Unpopular Opinions

I like age of sigmar and I think everyone is over reacting but I still enjoy the over complicated rules of 40k and its showed stay that way

4e is one of the top three iterations of D&D.
Warhammer and Warhammer 40k are both lame.
Veeky Forums has gotten better in many ways over the years. The people who say it has only gotten worse are blinded by nostalgia.

>4e is one of the top three iterations of D&D.

2nd ed longbeard here, that's an objective fact.

Why do you feel the need to lie on the internet just to get (You)s, user?

dankyall

Games Workshop really isn't all that bad in comparison to other wargame companies.

Ultimately, we'd be a better board if, instead of yelling and reporting shitposts and trolls, we instead made light of the situation and either turned it into a joke, or took it so seriously it came back around as being ridiculous. Not in a mean-spirited way either, but in a genuine "Let's find a way to have some fun with this concept" manner.

The problem is we have fucktards trying to be the next Sir Bearington, Old Man Henderson, or whatever retarded screencap they saw that day. Shit is funny when it happens naturally, but when it is forced you end up with cringe worthy crap.

Well... let them! Why is it so important to not let them force a meme? It's not gonna pick up anyway if it's so forced, so the worst we can do is be decent people until the thread moves on to something more interesting.

GURPS is easy to learn for new players, much easier than DnD which most people start the hobby on. GURPS can actually be pretty rules lite as the rules you use are up to you as the GM.

GURPS offloads a lot of responsibility for knowing how the game works mechanically to the GM. Players can get away with just rolling 3d6 whenever the GM tells them to and listening to the GM say what does and doesn't work.

And if the players don't have a deep knowledge of the rules, that means you as the GM can just make shit up when you're not sure.

As a guy trying to start his first tabletop gurps has been the most friendly rulebook I've read. I haven't actually run anything yet but it's looking promising.

I'll add that all the pages in the gurps book contain mechanical info and stats tables while more than half the pages in DnD 5e contain fluff and """lore"""

Games with overly steep dice curves (except for character creation) are bad. Using a single die (like a d6 or d20) is better. It favors the underdog and makes better stories.

GURPS is a shit system, partially because of the above.

D&D's core rules are great. The oldschool D&D rulesets are the best editions.

99% of the time, you should homebrew a game instead of going 'raw' unless you're a newbie GM. You'll get better game feel and balance that way.

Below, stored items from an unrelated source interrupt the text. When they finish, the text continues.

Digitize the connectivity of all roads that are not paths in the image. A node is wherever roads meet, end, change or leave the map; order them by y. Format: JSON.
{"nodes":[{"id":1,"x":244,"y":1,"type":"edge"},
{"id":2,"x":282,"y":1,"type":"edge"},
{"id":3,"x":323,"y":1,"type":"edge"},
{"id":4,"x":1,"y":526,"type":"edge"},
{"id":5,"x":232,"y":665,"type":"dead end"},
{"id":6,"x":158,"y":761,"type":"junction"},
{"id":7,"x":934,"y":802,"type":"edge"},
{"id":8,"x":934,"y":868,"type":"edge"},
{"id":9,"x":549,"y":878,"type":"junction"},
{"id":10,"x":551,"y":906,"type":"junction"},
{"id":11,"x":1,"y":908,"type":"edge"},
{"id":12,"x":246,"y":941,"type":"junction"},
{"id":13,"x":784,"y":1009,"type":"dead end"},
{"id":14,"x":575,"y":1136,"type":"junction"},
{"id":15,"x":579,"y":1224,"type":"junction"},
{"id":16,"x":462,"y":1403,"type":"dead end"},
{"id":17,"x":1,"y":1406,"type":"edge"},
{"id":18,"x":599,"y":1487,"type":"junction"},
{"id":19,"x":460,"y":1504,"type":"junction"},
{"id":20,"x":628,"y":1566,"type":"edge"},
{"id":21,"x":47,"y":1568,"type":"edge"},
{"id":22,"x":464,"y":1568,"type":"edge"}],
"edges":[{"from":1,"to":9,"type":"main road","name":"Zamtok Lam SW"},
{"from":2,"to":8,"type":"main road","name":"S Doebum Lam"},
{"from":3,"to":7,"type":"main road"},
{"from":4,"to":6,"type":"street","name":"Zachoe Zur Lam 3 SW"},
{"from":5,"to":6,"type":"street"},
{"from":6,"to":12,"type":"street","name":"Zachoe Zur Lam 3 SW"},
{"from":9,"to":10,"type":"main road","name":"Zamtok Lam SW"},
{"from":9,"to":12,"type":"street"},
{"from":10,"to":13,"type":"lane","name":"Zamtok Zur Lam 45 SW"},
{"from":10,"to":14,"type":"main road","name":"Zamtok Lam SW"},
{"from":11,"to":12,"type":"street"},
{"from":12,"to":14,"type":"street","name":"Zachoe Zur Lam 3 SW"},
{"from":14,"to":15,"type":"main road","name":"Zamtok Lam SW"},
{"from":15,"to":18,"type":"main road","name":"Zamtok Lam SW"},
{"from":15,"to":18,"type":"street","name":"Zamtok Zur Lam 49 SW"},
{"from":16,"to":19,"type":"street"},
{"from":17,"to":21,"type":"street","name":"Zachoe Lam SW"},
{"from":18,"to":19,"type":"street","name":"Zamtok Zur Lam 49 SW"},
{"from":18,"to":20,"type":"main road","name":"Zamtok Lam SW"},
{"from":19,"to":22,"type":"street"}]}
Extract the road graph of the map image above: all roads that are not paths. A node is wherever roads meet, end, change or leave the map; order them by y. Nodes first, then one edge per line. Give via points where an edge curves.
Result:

Gonzo settings are much better then 'gritty realistic settings'.

Magic being 'at a high cost' or 'dangerous' is fucking lame. Wizards should be whimsical, even silly at times.

Rolling for diplomacy/social situations is shit. It should all be roleplayed. Charisma should be renamed to 'Spirit' or 'Faith' and be used to represent religious power instead of tying it in with social ability. Intelligence could be renamed to 'Knowledge' to keep it more about "book smarts" then characters ACTUAL intelligence or planning.

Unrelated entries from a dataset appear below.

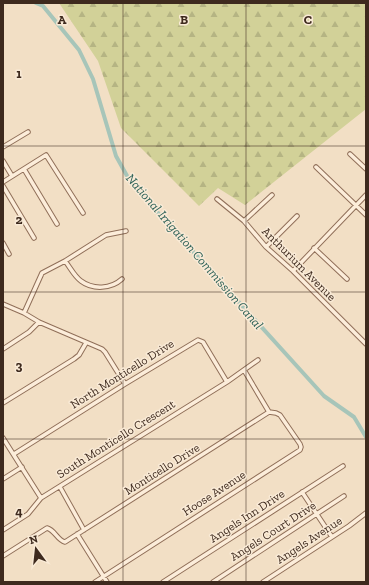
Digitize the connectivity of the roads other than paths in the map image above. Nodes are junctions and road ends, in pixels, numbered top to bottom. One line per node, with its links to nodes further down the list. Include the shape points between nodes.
1 (28, 132): 2 (street)
2 (3, 147)
3 (350, 154): 7 (street)
4 (3, 161): 8 (street)
5 (316, 167): 14 (street)
6 (24, 169): 8 (street); 15 (street, via 46,155); 19 (street)
7 (366, 169)
8 (12, 176): 9 (street)
9 (3, 182)
10 (3, 186): 21 (street)
11 (272, 194): 18 (street)
12 (366, 195): 14 (street)
13 (217, 199): 18 (street, Anthurium Avenue)
14 (356, 205): 16 (street); 24 (street)
15 (83, 213)
16 (366, 215)
17 (297, 216): 23 (street)
18 (244, 221): 23 (street, Anthurium Avenue)
19 (57, 224)
20 (126, 231): 26 (street, via 106,235)
21 (34, 238)
22 (3, 243): 25 (street)
23 (266, 247): 27 (street, Anthurium Avenue)
24 (314, 248): 27 (street); 29 (street)
25 (9, 254)
26 (65, 261): 28 (street, via 81,281 91,286 109,286 117,284); 31 (street, via 42,273)
27 (293, 271): 34 (street, Anthurium Avenue)
28 (122, 279)
29 (347, 279)
30 (3, 304): 31 (street)
31 (24, 313): 32 (street)
32 (39, 322): 33 (street); 35 (street)
33 (86, 343): 39 (street, via 105,352); 40 (street, via 74,359)
34 (366, 344)
35 (3, 349)
36 (258, 360): 37 (street, South Monticello Crescent)
37 (244, 370): 38 (street, South Monticello Crescent); 41 (street)
38 (227, 382): 39 (street, North Monticello Drive, via 203,342 198,340); 47 (street, South Monticello Crescent)
39 (125, 384): 43 (street, North Monticello Drive)
40 (3, 403)
41 (269, 412): 54 (street, Monticello Drive); 58 (street, Hoose Avenue, via 280,416 302,447 300,450)
42 (3, 438): 43 (street)
43 (14, 454): 45 (street)
44 (343, 466): 48 (street, Angels Inn Drive)
45 (22, 467): 46 (street); 50 (street)
46 (3, 479)
47 (60, 487): 50 (street, South Monticello Crescent); 54 (street)
48 (302, 492): 52 (street); 61 (street, Angels Inn Drive)
49 (344, 496): 52 (street, Angels Court Drive)
50 (41, 498): 53 (street, South Monticello Crescent, via 28,514)
51 (366, 513): 56 (street, Angels Avenue)
52 (317, 514): 56 (street); 62 (street, Angels Court Drive)
53 (3, 530)
54 (84, 530): 55 (street, Monticello Drive)
55 (77, 534): 57 (street, Monticello Drive, via 65,542 47,528); 58 (street)
56 (332, 537): 63 (street, Angels Avenue)
57 (3, 556)
58 (103, 577): 59 (street, Hoose Avenue); 60 (street)
59 (95, 582)
60 (106, 582)
61 (163, 582)
62 (213, 582)
63 (263, 582)

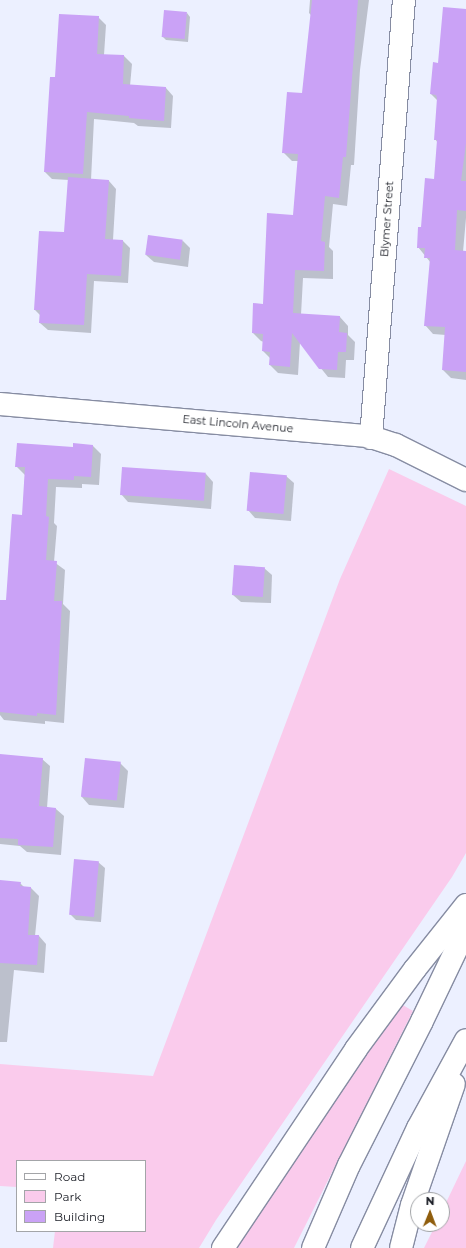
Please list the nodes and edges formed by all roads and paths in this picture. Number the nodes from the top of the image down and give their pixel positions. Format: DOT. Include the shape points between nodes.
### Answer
graph roads {
  1 [pos="404,0"];
  2 [pos="0,404"];
  3 [pos="371,438"];
  4 [pos="466,480"];
  5 [pos="466,905"];
  6 [pos="466,929"];
  7 [pos="466,1040"];
  8 [pos="466,1050"];
  9 [pos="223,1248"];
  10 [pos="313,1248"];
  11 [pos="362,1248"];
  12 [pos="401,1248"];
  1 -- 3 [label="main road, Blymer Street"];
  2 -- 3 [label="main road, East Lincoln Avenue" via="252,425"];
  3 -- 4 [label="main road, East Lincoln Avenue" via="396,445"];
  5 -- 9 [label="main road" via="356,1049"];
  6 -- 10 [label="main road" via="350,1165"];
  7 -- 11 [label="main road" via="418,1128"];
  8 -- 12 [label="main road" via="412,1205"];
}
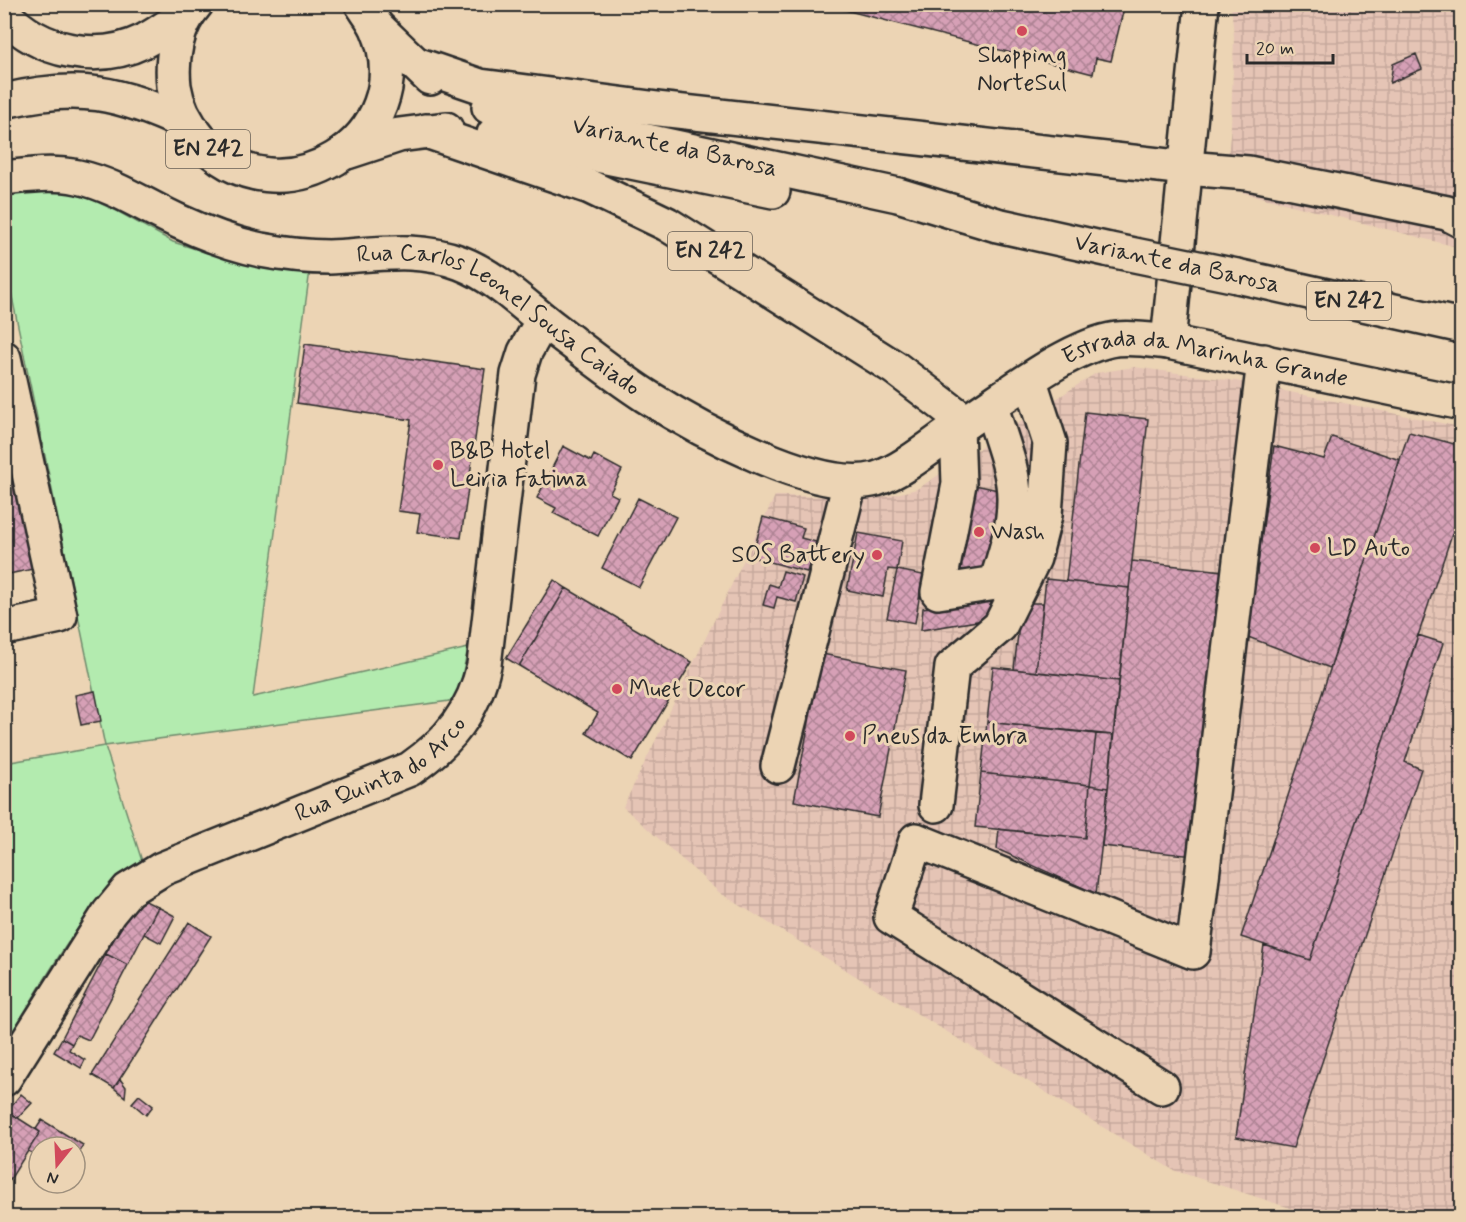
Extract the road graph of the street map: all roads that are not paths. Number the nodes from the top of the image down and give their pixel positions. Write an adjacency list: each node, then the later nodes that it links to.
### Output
1 (1202, 4): 10 (main road)
2 (193, 8): 3 (main road); 7 (main road, EN 242)
3 (4, 14)
4 (369, 16): 5 (main road, Variante da Barosa / EN 242); 9 (main road, EN 242)
5 (416, 64): 10 (main road); 13 (main road, Variante da Barosa / EN 242)
6 (4, 101): 7 (main road)
7 (187, 124): 9 (main road, EN 242)
8 (426, 131): 9 (main road, Variante da Barosa / EN 242); 13 (main road, Variante da Barosa / EN 242); 21 (main road, EN 242)
9 (347, 152)
10 (1186, 168): 12 (main road); 16 (main road)
11 (4, 178): 14 (main road, Rua Carlos Leonel Sousa Caiado)
12 (1457, 215)
13 (997, 225): 15 (main road, Variante da Barosa / EN 242, bridge)
14 (543, 320): 22 (main road, Rua Carlos Leonel Sousa Caiado); 26 (main road, Rua Quinta do Arco)
15 (1461, 326)
16 (1168, 342): 18 (main road, Estrada da Marinha Grande); 19 (main road, Estrada da Marinha Grande)
17 (4, 358): 23 (main road)
18 (1264, 361): 20 (main road, Estrada da Marinha Grande); 27 (main road)
19 (1030, 381): 21 (main road, Estrada da Marinha Grande); 25 (main road)
20 (1461, 403)
21 (971, 419): 22 (main road, Rua Carlos Leonel Sousa Caiado)
22 (850, 482): 24 (main road)
23 (4, 628)
24 (778, 766)
25 (936, 806)
26 (4, 1079)
27 (1162, 1087)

There is nothing wrong with reskinning your elves/dwarves into other forms, but essentially keeping the same nature. Zelda does it extremely well.

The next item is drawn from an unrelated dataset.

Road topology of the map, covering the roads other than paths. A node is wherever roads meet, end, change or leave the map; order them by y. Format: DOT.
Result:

The Imperium is one of the worst parts of 40k. "For Teh Emperor!" shitposting was never funny. Le kill the furries and xenos xd is fucking cringe.

Hard science fiction is unfun trash.

Early firearms ruin the high fantasy aesthetic even though they are totally historically accurate. Just use unrealistic crossbow-pistols and crossbow-cannons on ships instead.

Full plate is the most lame kind of armor. There are so many, far more interesting types, use those instead.

There is nothing wrong with using the -punk suffix to describe a fictional technological aesthetic. And no, just because it's "punk" doesn't mean it has to be actually a "punk" style campaign, it's just a shorthand for the technological gimmick of the setting.

Also, electropunk is the best -punk setting.

>none of these opinions are unpopular

As another guy who tried to get into ttrpgs through gurps, holy fuck that book was retarded. The game isn't even that bad, but learning how to play it took about 3 times as long as any other system I've tried.

Dwarves are a remarkably one-dimensional race that very rarely add any value to a setting they are placed in. Even the most daring reinventions of them are still just Tolkein dwarves with the serial numbers filed off. Halflings at least had an interesting take in the Darksun setting where they were life-leavers who have since devolved into feral savages, but even there Dwarves were this kinda greedy underground race that was mostly dying off anyway and players were discouraged from selecting, instead being offered a Mul or half-dwarf, which got tons of glory and uniqueness. Dwarves themselves, though? Utter footnote as an entire species beyond allowing a sterile half-breed race.

Dark Elves, of any sort, are at this point the least interesting variety of Elf by a large margin.

Eberron was the best setting officially supported during the reign of 3.5. It is a better, more interesting world than Forgotten Realms could ever hope to be.

Nah, the Eberron comment is something everyone believes, it's just the Eberron-fags(Myself included) are massive autists, especially about "Muh Consistent Lore."

Oh, it is? Good to know then, I must have a fucked up local sample size, all the assholes around here were 100% erect for Forgettable Realms.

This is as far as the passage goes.